Hi..you should be using both rectal and oral 5ASA meds to start.
Where in the colon is your UC limited to?
The rectal meds aren't meant to reach above either the rectum (suppositories) or the sigmoid (enemas).
Contrary to any doctors saying so, the oral meds won't reach the rectum and wouldn't be best treatment to be used alone.
Asacol is both a treatment and a maintenance med. The rectal enemas should be for treatment and tapered to maintenance if needed...and I don't consider the suppositories for treatment, although better than nothing.
Consider where UC starts...in the rectum. It is either limited or throughout.

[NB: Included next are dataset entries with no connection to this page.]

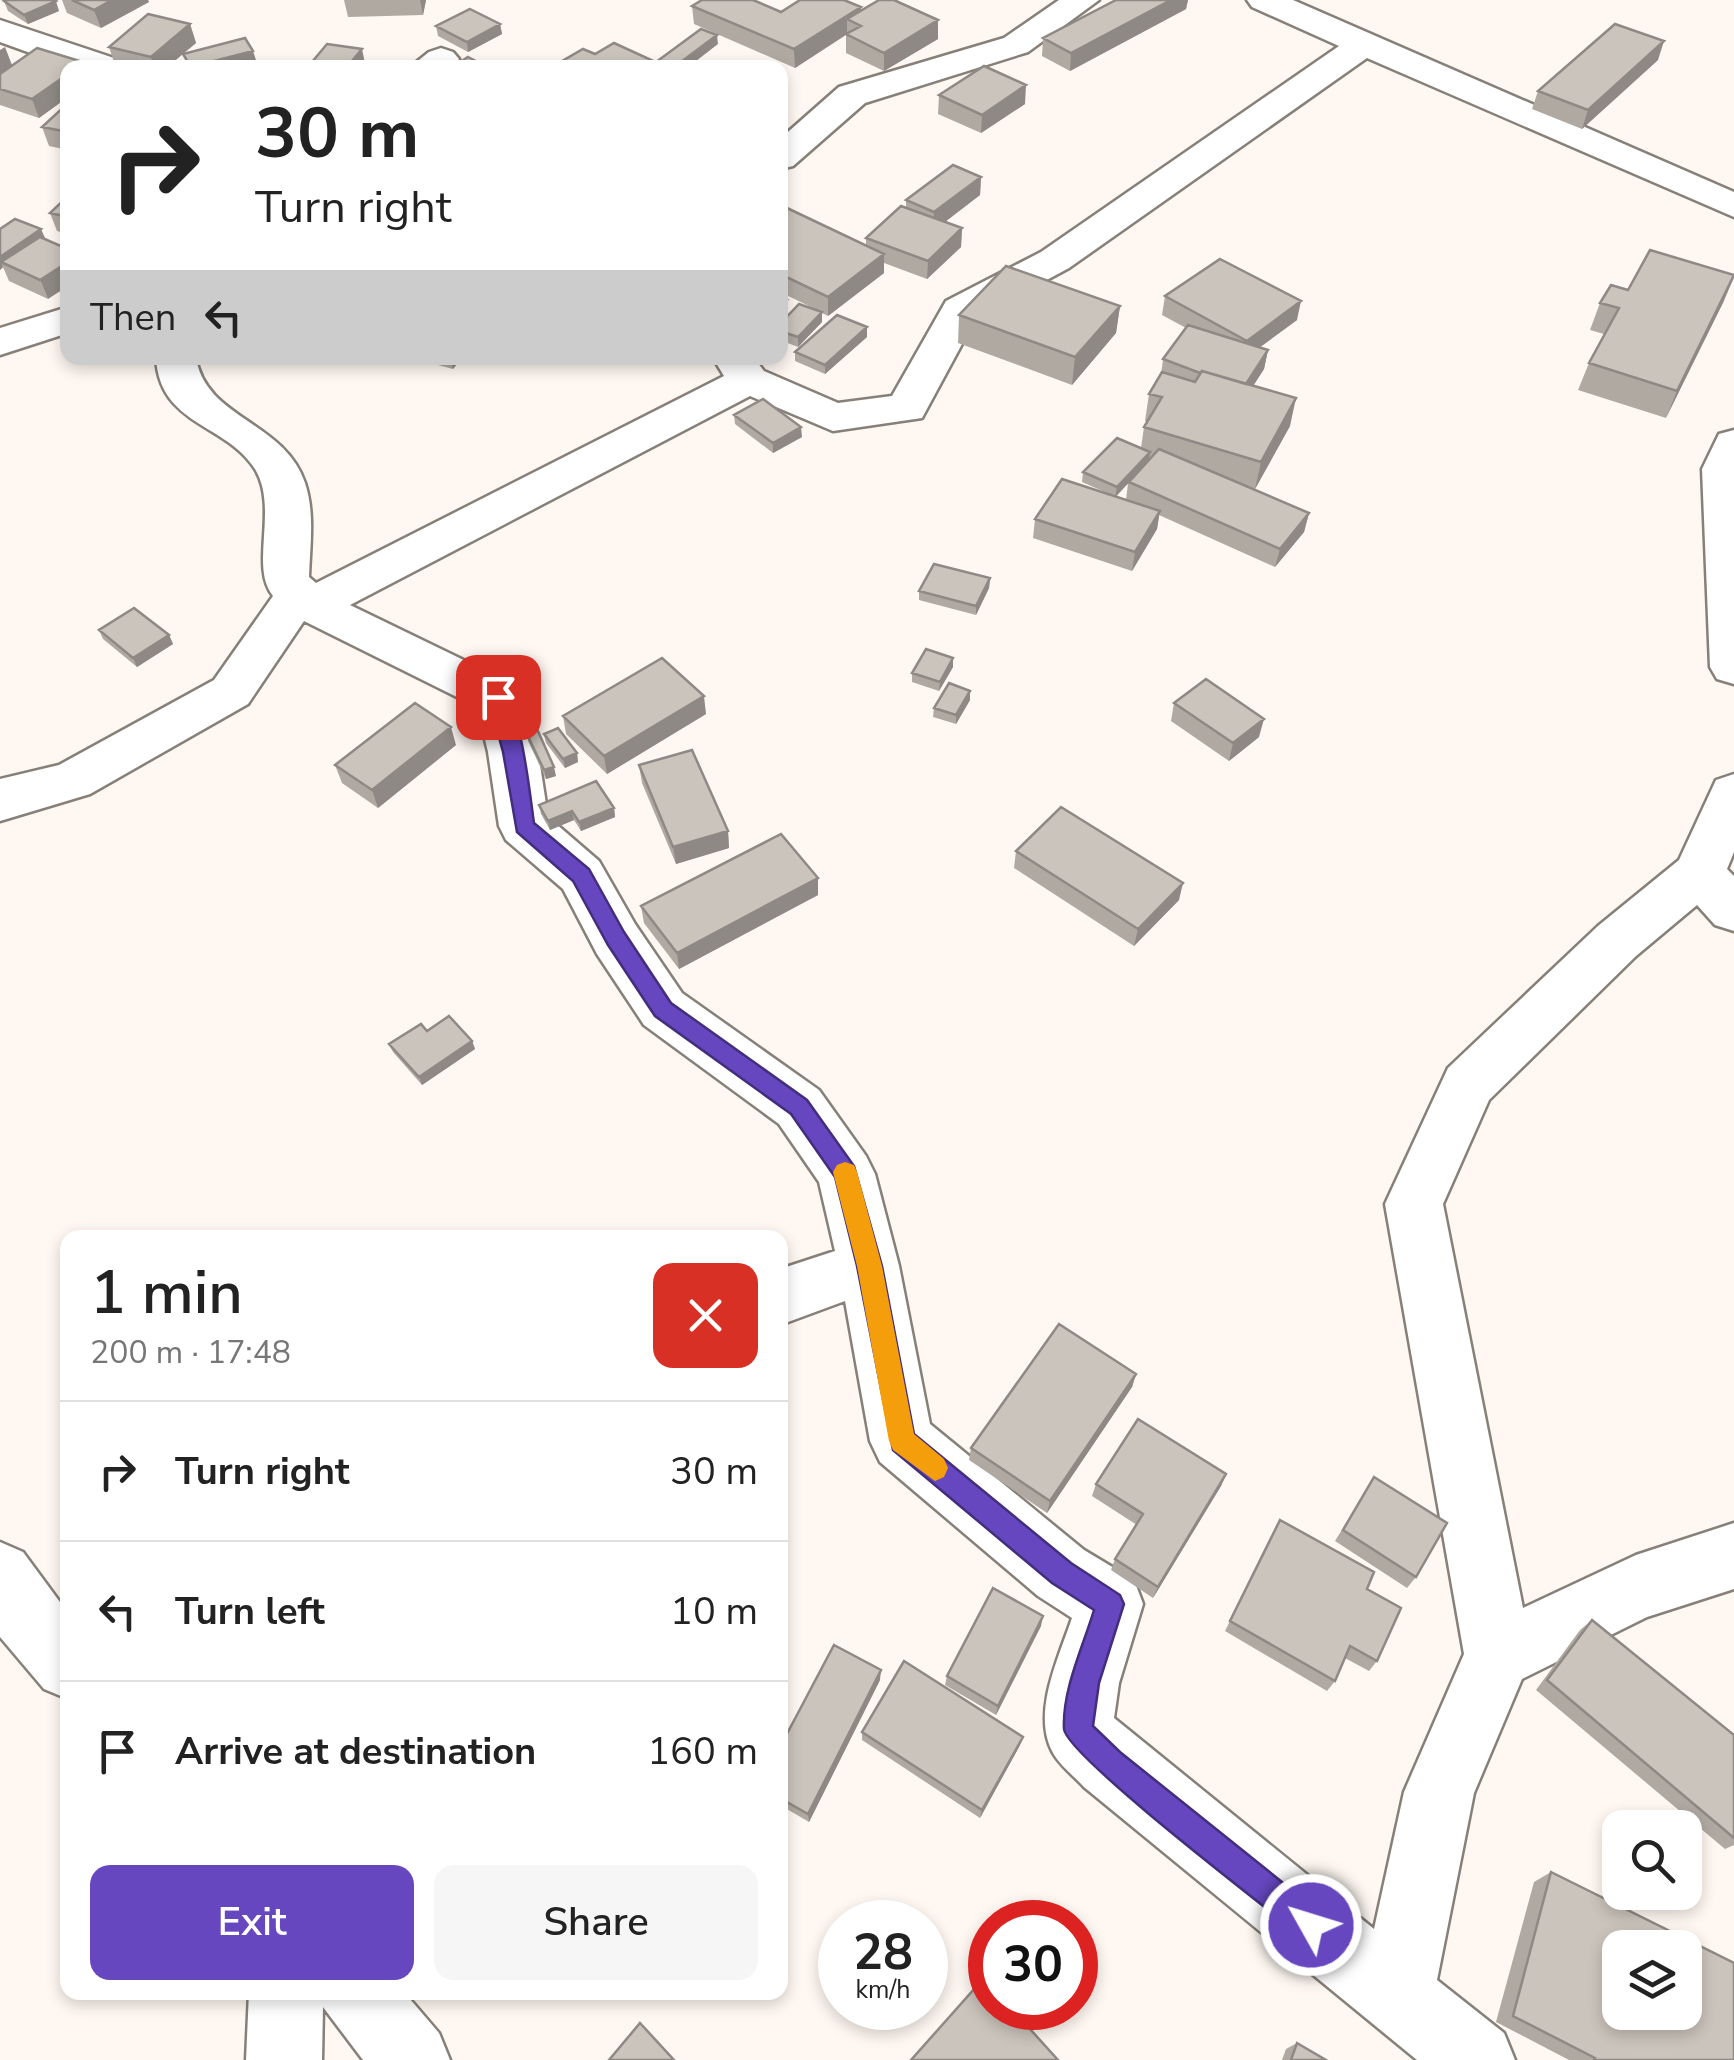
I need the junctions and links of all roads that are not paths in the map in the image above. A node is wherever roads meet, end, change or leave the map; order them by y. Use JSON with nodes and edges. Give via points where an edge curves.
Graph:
{"nodes":[{"id":1,"x":1082,"y":0,"type":"edge"},
{"id":2,"x":1275,"y":2,"type":"edge"},
{"id":3,"x":0,"y":30,"type":"edge"},
{"id":4,"x":1364,"y":44,"type":"junction"},
{"id":5,"x":84,"y":60,"type":"edge"},
{"id":6,"x":788,"y":151,"type":"edge"},
{"id":7,"x":1734,"y":206,"type":"edge"},
{"id":8,"x":60,"y":322,"type":"edge"},
{"id":9,"x":0,"y":342,"type":"edge"},
{"id":10,"x":176,"y":365,"type":"edge"},
{"id":11,"x":741,"y":368,"type":"edge"},
{"id":12,"x":1734,"y":444,"type":"edge"},
{"id":13,"x":305,"y":600,"type":"junction"},
{"id":14,"x":1734,"y":668,"type":"edge"},
{"id":15,"x":1734,"y":793,"type":"edge"},
{"id":16,"x":0,"y":802,"type":"edge"},
{"id":17,"x":1716,"y":892,"type":"edge"},
{"id":18,"x":870,"y":1266,"type":"junction"},
{"id":19,"x":788,"y":1294,"type":"edge"},
{"id":20,"x":1734,"y":1556,"type":"edge"},
{"id":21,"x":0,"y":1576,"type":"edge"},
{"id":22,"x":1498,"y":1654,"type":"junction"},
{"id":23,"x":60,"y":1656,"type":"edge"},
{"id":24,"x":1397,"y":1994,"type":"junction"},
{"id":25,"x":286,"y":2000,"type":"edge"},
{"id":26,"x":361,"y":2000,"type":"edge"},
{"id":27,"x":284,"y":2060,"type":"edge"},
{"id":28,"x":412,"y":2060,"type":"edge"},
{"id":29,"x":1476,"y":2060,"type":"edge"}],
"edges":[{"from":1,"to":6,"type":"street","via":[[1016,45],[852,95]]},
{"from":2,"to":4,"type":"street"},
{"from":3,"to":5,"type":"street"},
{"from":4,"to":7,"type":"street"},
{"from":4,"to":11,"type":"street","via":[[1055,260],[960,310],[906,408],[833,417]]},
{"from":8,"to":9,"type":"street"},
{"from":10,"to":13,"type":"street","via":[[190,400],[275,464],[288,499],[286,582]]},
{"from":11,"to":13,"type":"street"},
{"from":12,"to":14,"type":"street","via":[[1724,469]]},
{"from":13,"to":16,"type":"street","via":[[231,692],[72,781]]},
{"from":13,"to":18,"type":"street","via":[[498,697],[524,826],[581,875],[663,1010],[799,1107],[846,1174]]},
{"from":15,"to":17,"type":"street"},
{"from":17,"to":22,"type":"street","via":[[1617,941],[1468,1084],[1414,1204]]},
{"from":18,"to":19,"type":"street"},
{"from":18,"to":24,"type":"street","via":[[902,1441],[1061,1573],[1110,1604],[1078,1731]]},
{"from":20,"to":22,"type":"street","via":[[1636,1588]]},
{"from":21,"to":23,"type":"street"},
{"from":22,"to":24,"type":"street","via":[[1440,1792]]},
{"from":24,"to":29,"type":"street"},
{"from":25,"to":27,"type":"street"},
{"from":26,"to":28,"type":"street"}]}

It's not a one or other approach..it's both.
Learn now or ..... later!
*Heather*Status:mini flare June 23* 6asacol daily+ Salofalk (tapered every 3rd night)
~diagnosed January 1989 UC (proctosigmoiditis)
~5ASA: Asacol + Salofalk enemas (increase for flares tapered to maintenance)
~Bentylol (dicyclomine) 20mg as needed
~Probiotic 2 (Natural Factors Protec) + 1 (Primadophilus Reuteri) at bedtime
~Natural Factors Multi Digestive Enzymes with supper
~Ranitidine,Pariet (reflux) Effexor XR 75mg; Pulmicort/Airomir (asthma)
~URSO for PSC (or PBC) 500mg X 2 daily (LFTs back to NORMAL!!)
My doc's logic.. "TREAT (FROM)BOTH ENDS" worth it !!!